The “Truth” of Ephesians 4
The first three chapters of Ephesians are filled with reminders about what it means to be God’s chosen people in Christ. Paul shares with the church how he prays constantly for their spiritual understanding and comprehension:
For this reason I bow my knees before the Father, from whom every family in heaven and on earth is named, that according to the riches of his glory he may grant you to be strengthened with power through his Spirit in your inner being, so that Christ may dwell in your hearts through faith—that you, being rooted and grounded in love, may have strength to comprehend with all the saints what is the breadth and length and height and depth, and to know the love of Christ that surpasses knowledge, that you may be filled with all the fullness of God.Ephesians 3:14-19
In chapter 4, Paul begins to pivot to practical instruction. He explains that the truth of the Gospel, the truth he has been explaining for the last three chapters, the truth taught by “the apostles, the prophets, the evangelists, the shepherds and teachers” (Ephesians 4:11), is the truth that will equip and mature the church.
It is this truth, the truth about God’s grace and our hope in Jesus Christ, that Paul is encouraging the church to be “speaking” (Ephesians 4:15). He is telling the church to always have the message of Jesus on their lips. He is telling them that if they will constantly be speaking this truth to one another, they will be mature, understanding, and impervious to false teaching.

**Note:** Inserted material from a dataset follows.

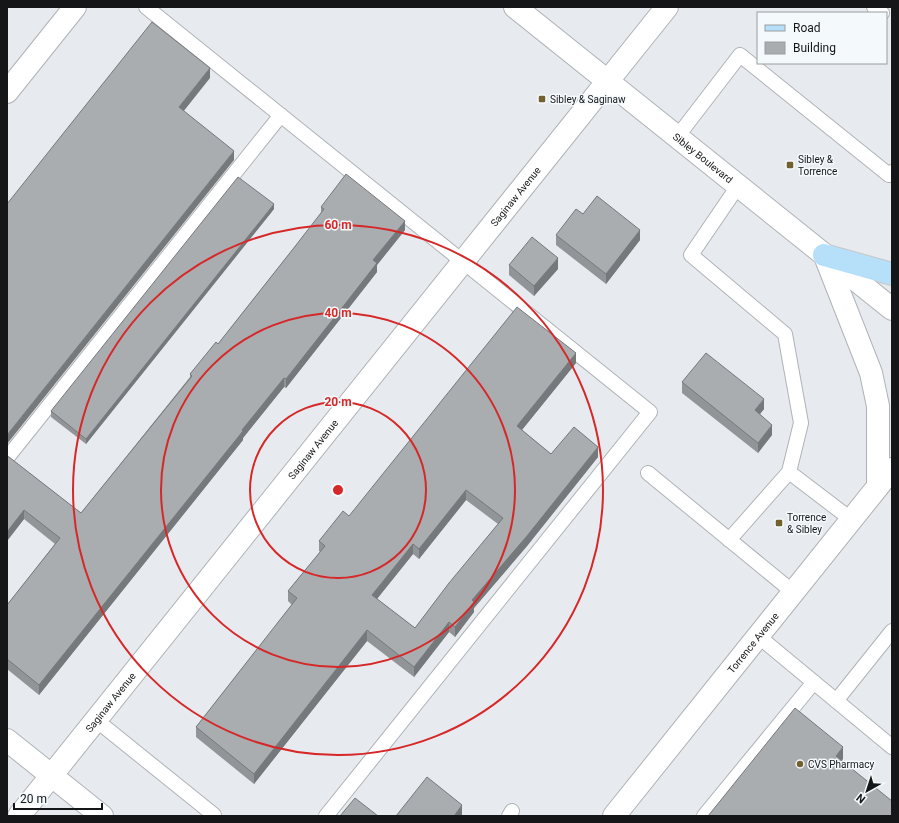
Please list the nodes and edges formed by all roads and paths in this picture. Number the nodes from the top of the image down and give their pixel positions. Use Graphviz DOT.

This definition of truth should make perfect sense, because Jesus said he is “the truth” (John 14:6).
The “Love” of Ephesians 4
Once we understand that the “truth” of Ephesians 4 is the truth of the Gospel, it is easy to see that truth and love are not in tension with one another, but are in perfect harmony. Loving one another is exactly how Christians are supposed to live out the truth we proclaim.
It isn’t enough for Christians to simply speak the truth of Jesus’ reign. We must speak this truth while living with, “all humility and gentleness, with patience, bearing with one another in love, eager to maintain the unity of the Spirit in the bond of peace” (Ephesians 4:2-3). If we have been transformed by the truth we speak, we must, “Be kind to one another, tenderhearted, forgiving one another, as God in Christ forgave you” (Ephesians 4:32).
Paul’s point is that if we will continue to speak the truth about Christ and live out the love of Christ, then we will “grow up in every way into him who is the head, into Christ” (Ephesians 4:15). Christians collectively mature to reflect Christ when the word of Christ dwells in us richly and we selflessly serve one another in love. When the church does this, the church “builds itself up in love” (Ephesians 4:16).
“Speaking the truth in love” means we are to be constantly speaking the Good News of Jesus and living in love. But what does that mean about speaking “hard truths”? Does this mean we don’t correct, admonish, and even rebuke one another? Of course not.
But we do have to stop making “truth” synonymous with “rebuke.” Speaking the truth to one another is not primarily about correcting one another. We speak the truth in love when we do things like:
- participate in a Bible study
- sing songs, hymns, and spiritual songs with one another (Ephesians 4:18-21)
- put our arm around a brother or sister and reassure them they are loved by God
There are times when someone’s behavior is “not in step with the truth of the gospel” (Galatians 2:14) and they need to be corrected by “speaking the truth in love.” But your words are only “the truth” if Jesus is at the heart of them. And your words are only “in love” if they are “good for building up” and “give grace to those who hear” (Ephesians 4:29).